In accordance with Betteridge's Law of Headlines, I believe the answer is a resounding "no."

The unusually virulent meme quickly spread around the Mac blogging world that iMessage will kill SMS as we know it and, going one stage further, to characterize iMessage as "an attack" on the carriers. John Gruber of Daring Fireball went so far as to say he would "cancel my SMS plan as soon as this ships."

But hold on there a second. Is it really that simple?

Sure, on the face of it, iMessage has all the ingredients to completely replace SMS. It can send text and pictures and contact vCards, exactly as an SMS can. It's enriched with the ability to tell when the person you're chatting to has received and read your messages, and you can also see when they are typing a response.

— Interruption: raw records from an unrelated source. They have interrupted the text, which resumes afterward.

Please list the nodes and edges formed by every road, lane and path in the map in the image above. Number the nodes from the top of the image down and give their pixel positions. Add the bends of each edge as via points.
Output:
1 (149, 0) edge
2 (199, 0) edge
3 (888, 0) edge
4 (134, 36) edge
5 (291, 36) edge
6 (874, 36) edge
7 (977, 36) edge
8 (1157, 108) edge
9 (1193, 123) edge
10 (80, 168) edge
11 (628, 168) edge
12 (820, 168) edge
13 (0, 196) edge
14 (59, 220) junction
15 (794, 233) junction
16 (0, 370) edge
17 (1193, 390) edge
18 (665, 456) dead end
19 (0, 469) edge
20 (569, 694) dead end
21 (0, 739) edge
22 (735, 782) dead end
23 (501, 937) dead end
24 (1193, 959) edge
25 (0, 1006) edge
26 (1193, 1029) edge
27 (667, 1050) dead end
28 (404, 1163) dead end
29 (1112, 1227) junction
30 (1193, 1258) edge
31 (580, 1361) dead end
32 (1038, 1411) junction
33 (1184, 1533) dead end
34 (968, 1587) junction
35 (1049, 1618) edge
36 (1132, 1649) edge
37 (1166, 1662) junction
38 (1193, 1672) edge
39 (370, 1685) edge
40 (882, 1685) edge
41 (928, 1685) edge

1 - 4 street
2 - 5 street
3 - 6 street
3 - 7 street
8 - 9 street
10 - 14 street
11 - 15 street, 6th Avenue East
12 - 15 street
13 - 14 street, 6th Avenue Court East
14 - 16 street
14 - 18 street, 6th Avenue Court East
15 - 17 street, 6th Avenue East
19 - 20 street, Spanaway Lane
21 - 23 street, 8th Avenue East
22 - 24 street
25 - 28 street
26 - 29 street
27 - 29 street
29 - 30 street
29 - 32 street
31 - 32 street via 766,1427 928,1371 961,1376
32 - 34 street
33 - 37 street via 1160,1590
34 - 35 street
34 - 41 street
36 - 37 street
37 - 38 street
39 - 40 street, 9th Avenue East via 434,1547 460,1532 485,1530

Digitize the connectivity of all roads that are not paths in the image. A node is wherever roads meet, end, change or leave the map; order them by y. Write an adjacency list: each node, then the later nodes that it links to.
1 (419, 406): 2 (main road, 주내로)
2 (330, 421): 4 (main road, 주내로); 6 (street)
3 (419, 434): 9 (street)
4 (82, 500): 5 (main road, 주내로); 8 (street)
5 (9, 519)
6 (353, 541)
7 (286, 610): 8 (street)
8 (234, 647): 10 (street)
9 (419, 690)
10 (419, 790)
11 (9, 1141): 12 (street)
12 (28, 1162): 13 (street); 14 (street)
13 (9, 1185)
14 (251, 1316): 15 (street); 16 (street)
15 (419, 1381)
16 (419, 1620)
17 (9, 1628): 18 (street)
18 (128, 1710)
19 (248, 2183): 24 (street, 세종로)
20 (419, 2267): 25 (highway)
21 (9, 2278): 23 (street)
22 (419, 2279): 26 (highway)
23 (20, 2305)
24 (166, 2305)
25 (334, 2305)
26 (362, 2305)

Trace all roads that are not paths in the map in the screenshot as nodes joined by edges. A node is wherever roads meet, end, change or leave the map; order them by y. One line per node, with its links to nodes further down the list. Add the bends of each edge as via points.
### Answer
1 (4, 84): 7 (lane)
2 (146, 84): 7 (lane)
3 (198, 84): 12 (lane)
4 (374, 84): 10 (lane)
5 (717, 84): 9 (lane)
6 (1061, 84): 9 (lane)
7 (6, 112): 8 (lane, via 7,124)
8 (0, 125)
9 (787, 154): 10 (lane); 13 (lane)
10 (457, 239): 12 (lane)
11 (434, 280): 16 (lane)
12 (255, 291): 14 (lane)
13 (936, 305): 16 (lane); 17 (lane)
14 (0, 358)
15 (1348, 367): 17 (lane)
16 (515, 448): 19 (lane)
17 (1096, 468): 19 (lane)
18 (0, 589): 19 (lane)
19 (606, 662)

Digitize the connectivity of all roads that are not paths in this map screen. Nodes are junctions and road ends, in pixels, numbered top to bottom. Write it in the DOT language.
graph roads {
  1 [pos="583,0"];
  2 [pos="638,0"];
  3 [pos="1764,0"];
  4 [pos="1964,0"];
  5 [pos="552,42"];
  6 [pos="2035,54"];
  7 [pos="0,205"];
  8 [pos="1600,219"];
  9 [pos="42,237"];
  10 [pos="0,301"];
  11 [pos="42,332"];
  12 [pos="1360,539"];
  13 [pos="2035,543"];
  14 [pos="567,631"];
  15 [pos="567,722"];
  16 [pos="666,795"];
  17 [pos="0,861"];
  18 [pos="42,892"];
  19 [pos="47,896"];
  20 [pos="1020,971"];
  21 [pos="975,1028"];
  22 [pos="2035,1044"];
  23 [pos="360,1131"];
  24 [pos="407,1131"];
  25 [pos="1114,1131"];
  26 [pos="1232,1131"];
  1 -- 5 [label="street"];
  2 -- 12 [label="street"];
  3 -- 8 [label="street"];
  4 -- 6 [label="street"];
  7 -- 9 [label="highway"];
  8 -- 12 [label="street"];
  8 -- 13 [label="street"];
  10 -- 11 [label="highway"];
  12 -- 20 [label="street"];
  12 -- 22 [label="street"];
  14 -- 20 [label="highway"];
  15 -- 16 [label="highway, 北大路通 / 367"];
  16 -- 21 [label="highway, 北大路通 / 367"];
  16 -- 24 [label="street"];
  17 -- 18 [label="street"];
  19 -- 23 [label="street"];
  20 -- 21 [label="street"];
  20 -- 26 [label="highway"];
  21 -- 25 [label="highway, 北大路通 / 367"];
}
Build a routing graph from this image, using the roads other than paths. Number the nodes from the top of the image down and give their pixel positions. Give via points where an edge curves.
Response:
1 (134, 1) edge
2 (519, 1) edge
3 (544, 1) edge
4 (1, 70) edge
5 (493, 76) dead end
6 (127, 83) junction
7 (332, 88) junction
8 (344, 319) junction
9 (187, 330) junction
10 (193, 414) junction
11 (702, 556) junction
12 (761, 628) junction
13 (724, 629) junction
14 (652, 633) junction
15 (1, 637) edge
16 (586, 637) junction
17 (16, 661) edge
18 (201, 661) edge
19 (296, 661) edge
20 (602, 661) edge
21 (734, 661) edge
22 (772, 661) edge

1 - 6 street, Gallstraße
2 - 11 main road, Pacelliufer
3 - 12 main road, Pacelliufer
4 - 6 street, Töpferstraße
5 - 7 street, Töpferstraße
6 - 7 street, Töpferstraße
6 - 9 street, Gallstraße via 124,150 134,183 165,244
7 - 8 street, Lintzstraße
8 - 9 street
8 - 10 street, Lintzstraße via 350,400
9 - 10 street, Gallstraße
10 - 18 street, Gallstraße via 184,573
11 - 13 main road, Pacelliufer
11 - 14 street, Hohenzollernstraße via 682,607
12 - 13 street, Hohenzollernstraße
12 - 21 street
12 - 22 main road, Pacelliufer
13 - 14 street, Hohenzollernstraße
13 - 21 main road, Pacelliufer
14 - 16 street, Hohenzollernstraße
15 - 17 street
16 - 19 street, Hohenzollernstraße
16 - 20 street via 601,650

It can do many-to-many group messaging, too. And best of all -- this is all transferred over your iPhone or iPad's Wi-Fi or 3G data connections, so it's free! Well, at least until you exceed your 3G bandwidth cap and have to pay an overage charge, anyway. It sure sounds like iMessage is going to kick some sand in SMS's face.

But there's a bit of a flaw in this line of reasoning. iMessage is resolutely iOS only -- so far, we've not even seen any evidence it'll be able to interoperate with Macs, let alone work with other smartphones -- even though that means Apple is now shipping three incompatible communication clients (iChat, FaceTime and now iMessage). When you send a message to someone who doesn't have an iOS device (which it detects based on some sort of deep black magic that sounds similar to the SIP database Apple runs for FaceTime call placing), it falls back to plain ol' SMS.

So unless everyone in your life is an iOS user, if you message a lot, you're still going to be sending a lot of SMS messages. Apple's market share is settling to a value less than Android's, so it's highly unlikely that even all the smartphone users you know are on iOS -- let alone the armies of dumbphones and featurephones still out there.

Now, let's take AT&T for example. It charges a scandalous 20 cents per SMS off-plan, or offers bundles of $10 for 1,000 and $20 for unlimited. The tipping point is very low -- just 50 messages per month, and you are better off on the bundle. It's clear that, for most iOS users, iMessage is going to cut back the number of messages they send and receive, by automatically routing any iOS-to-iOS messages through its special service.

The question is, how many people will still be using more than 50 SMSs a month -- i.e., will be sending more than 50 messages to or receiving messages from non-iOS users? My guess is this applies to most folks, so it doesn't make any sense to cancel their SMS plans. They may be sending and receiving fewer SMSs, but AT&T isn't going to care about that -- it only cares how much money people are paying, and they'll still be paying for the bundle.

Another problem with the perception that iMessage is an attack on the carriers for swingeing SMS fees: it hinges on the view that SMS is a huge profit center for carriers, which happens to be very US-centric. Here in the UK, for example, even cheap £15/$25 a month tariffs typically come with an unlimited SMS allowance. Similarly in France and Germany and, more generally, in all the European nations I checked. In fairness, however, I must concede that my New Zealand dwelling TUAW colleague Chris Rawson reports that carriers down under charge a fortune for SMS, so it's not quite a US-only problem.

Still, though, I don't particularly see this as a sneak attack on the carriers carried out on our behalf by Apple's public spirited ninja coders. I think it's more accurately characterized as Apple seeing a problem with SMS's crummy feature set and setting out, as it so often does, to fix the problem by building a better mousetrap. Any loss of carrier revenue from that is just collateral damage but not, I feel, likely to be serious -- and it's neatly counterbalanced by the aggressive online nature of iCloud encouraging people to upgrade their plans to larger bandwidth caps.

But! I could be wrong. So please, tell me, reader: will you be canceling your SMS plan when you get iMessage on your iOS devices?